* **WHAT TO DO**
Exactly the lines from the start of the data through the line containing "Road topology of" should be output, with both ends kept and nothing added.

[Entries taken from a collection]

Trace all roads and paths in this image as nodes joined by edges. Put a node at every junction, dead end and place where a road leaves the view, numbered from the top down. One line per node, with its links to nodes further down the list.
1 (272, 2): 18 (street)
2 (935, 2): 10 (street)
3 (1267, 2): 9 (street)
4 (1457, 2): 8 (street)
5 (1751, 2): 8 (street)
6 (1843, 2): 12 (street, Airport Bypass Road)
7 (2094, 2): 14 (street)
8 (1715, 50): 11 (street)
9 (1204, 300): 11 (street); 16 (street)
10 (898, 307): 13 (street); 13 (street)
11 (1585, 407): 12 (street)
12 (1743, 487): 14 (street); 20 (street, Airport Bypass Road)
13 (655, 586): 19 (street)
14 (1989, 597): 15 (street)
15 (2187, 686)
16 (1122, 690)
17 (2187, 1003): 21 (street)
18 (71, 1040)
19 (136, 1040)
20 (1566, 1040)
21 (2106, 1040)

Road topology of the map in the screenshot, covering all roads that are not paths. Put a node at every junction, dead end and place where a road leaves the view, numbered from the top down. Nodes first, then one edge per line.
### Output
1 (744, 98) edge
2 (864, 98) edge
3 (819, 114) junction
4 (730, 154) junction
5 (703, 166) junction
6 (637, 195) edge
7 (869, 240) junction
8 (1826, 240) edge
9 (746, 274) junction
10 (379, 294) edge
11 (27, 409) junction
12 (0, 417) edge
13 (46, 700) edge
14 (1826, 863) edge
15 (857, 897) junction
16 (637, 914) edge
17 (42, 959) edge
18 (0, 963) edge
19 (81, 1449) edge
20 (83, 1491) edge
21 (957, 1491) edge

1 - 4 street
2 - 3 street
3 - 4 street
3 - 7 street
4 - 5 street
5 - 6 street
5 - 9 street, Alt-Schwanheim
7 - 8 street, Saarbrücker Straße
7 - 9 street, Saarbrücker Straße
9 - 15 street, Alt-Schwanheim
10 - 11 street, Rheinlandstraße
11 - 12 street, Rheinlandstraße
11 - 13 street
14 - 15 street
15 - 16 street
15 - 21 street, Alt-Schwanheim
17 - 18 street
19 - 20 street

* **SOLUTION**
Trace all roads and paths in this image as nodes joined by edges. Put a node at every junction, dead end and place where a road leaves the view, numbered from the top down. One line per node, with its links to nodes further down the list.
1 (272, 2): 18 (street)
2 (935, 2): 10 (street)
3 (1267, 2): 9 (street)
4 (1457, 2): 8 (street)
5 (1751, 2): 8 (street)
6 (1843, 2): 12 (street, Airport Bypass Road)
7 (2094, 2): 14 (street)
8 (1715, 50): 11 (street)
9 (1204, 300): 11 (street); 16 (street)
10 (898, 307): 13 (street); 13 (street)
11 (1585, 407): 12 (street)
12 (1743, 487): 14 (street); 20 (street, Airport Bypass Road)
13 (655, 586): 19 (street)
14 (1989, 597): 15 (street)
15 (2187, 686)
16 (1122, 690)
17 (2187, 1003): 21 (street)
18 (71, 1040)
19 (136, 1040)
20 (1566, 1040)
21 (2106, 1040)

Road topology of the map in the screenshot, covering all roads that are not paths. Put a node at every junction, dead end and place where a road leaves the view, numbered from the top down. Nodes first, then one edge per line.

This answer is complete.